Illinois appellate and trial courts, however, have repeatedly upheld the parental rights of same-sex couples. Understanding state law about parentage can help same-sex parents plan ahead before a dispute arises.
Establishing parentage or paternity in Illinois is essential to protecting parental rights if a dispute arises. Spouses who divorce or separate without establishing parentage may sacrifice their legal right to share custody. Establishing parentage ensures all of the same rights that biological or traditional, heterosexual parents enjoy.
Establishing parentage not only ensures custody rights during a separation, but it also protects a child’s right to inheritance, Social Security or other benefits and to family privileges.

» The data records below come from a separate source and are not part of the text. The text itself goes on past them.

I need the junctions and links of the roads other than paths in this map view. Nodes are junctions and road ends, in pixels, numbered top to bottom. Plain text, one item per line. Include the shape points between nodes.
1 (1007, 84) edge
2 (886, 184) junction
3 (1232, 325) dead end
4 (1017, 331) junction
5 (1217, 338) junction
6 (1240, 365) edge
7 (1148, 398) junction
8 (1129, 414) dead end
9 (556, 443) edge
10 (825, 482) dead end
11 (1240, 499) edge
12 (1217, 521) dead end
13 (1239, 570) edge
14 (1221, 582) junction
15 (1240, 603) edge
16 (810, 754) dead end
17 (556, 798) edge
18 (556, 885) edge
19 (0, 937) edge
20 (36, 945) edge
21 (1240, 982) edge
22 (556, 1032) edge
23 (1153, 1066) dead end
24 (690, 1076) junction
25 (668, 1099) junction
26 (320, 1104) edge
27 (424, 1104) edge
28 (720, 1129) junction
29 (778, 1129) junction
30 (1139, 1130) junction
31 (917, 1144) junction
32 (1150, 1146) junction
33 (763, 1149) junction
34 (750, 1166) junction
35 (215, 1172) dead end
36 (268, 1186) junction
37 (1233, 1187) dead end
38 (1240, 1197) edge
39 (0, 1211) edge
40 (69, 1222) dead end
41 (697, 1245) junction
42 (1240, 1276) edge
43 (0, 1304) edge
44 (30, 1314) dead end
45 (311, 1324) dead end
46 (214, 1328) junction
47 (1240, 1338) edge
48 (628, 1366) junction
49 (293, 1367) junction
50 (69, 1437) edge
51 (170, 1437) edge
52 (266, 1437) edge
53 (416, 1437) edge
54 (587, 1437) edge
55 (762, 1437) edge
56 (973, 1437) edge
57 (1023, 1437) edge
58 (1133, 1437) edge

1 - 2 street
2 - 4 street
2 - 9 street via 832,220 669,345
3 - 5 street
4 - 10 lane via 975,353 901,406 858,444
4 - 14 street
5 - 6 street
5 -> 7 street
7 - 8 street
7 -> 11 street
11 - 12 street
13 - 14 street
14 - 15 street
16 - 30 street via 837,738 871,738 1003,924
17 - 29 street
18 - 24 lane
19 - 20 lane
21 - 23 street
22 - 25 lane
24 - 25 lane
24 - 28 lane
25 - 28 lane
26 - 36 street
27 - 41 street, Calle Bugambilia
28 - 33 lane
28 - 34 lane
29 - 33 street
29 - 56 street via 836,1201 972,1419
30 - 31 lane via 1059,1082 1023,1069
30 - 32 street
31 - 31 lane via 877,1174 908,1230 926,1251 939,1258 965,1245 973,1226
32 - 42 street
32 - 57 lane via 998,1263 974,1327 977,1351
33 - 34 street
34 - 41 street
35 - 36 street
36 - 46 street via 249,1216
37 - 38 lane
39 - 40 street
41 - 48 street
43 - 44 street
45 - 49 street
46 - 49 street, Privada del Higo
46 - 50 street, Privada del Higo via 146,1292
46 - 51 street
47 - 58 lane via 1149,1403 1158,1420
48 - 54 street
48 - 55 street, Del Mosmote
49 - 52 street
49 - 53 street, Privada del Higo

Under state law, if a couple is legally married or in a civil union at the time of the child’s birth — or within the 300 days leading up to the child’s birth — the state assumes that both members of the relationship are parents for legal purposes. As the National Center for Lesbian Rights explains, Illinois courts have also ruled that same-sex couples who both consent to insemination and birth may be legal parents, regardless of whether one partner carries the child or whether either partner contributes genetic material.
While the courts may automatically recognize parentage in these and similar cases, it is generally a good idea for nonbiological parents to seek formal adoption. While the law may already appear to recognize a parent’s rights, another party may dispute this and compromise the parent’s legal privilege. Proceeding with a formal adoption will guarantee the adopting parent the same rights as a biological parent.
There are other ways to establish parentage, as well, such as signing a voluntary acknowledgment with the other parent, getting a court ruling or taking a biological test. While these may be appropriate for some parents, adoption tends to be a safer method for many same-sex couples.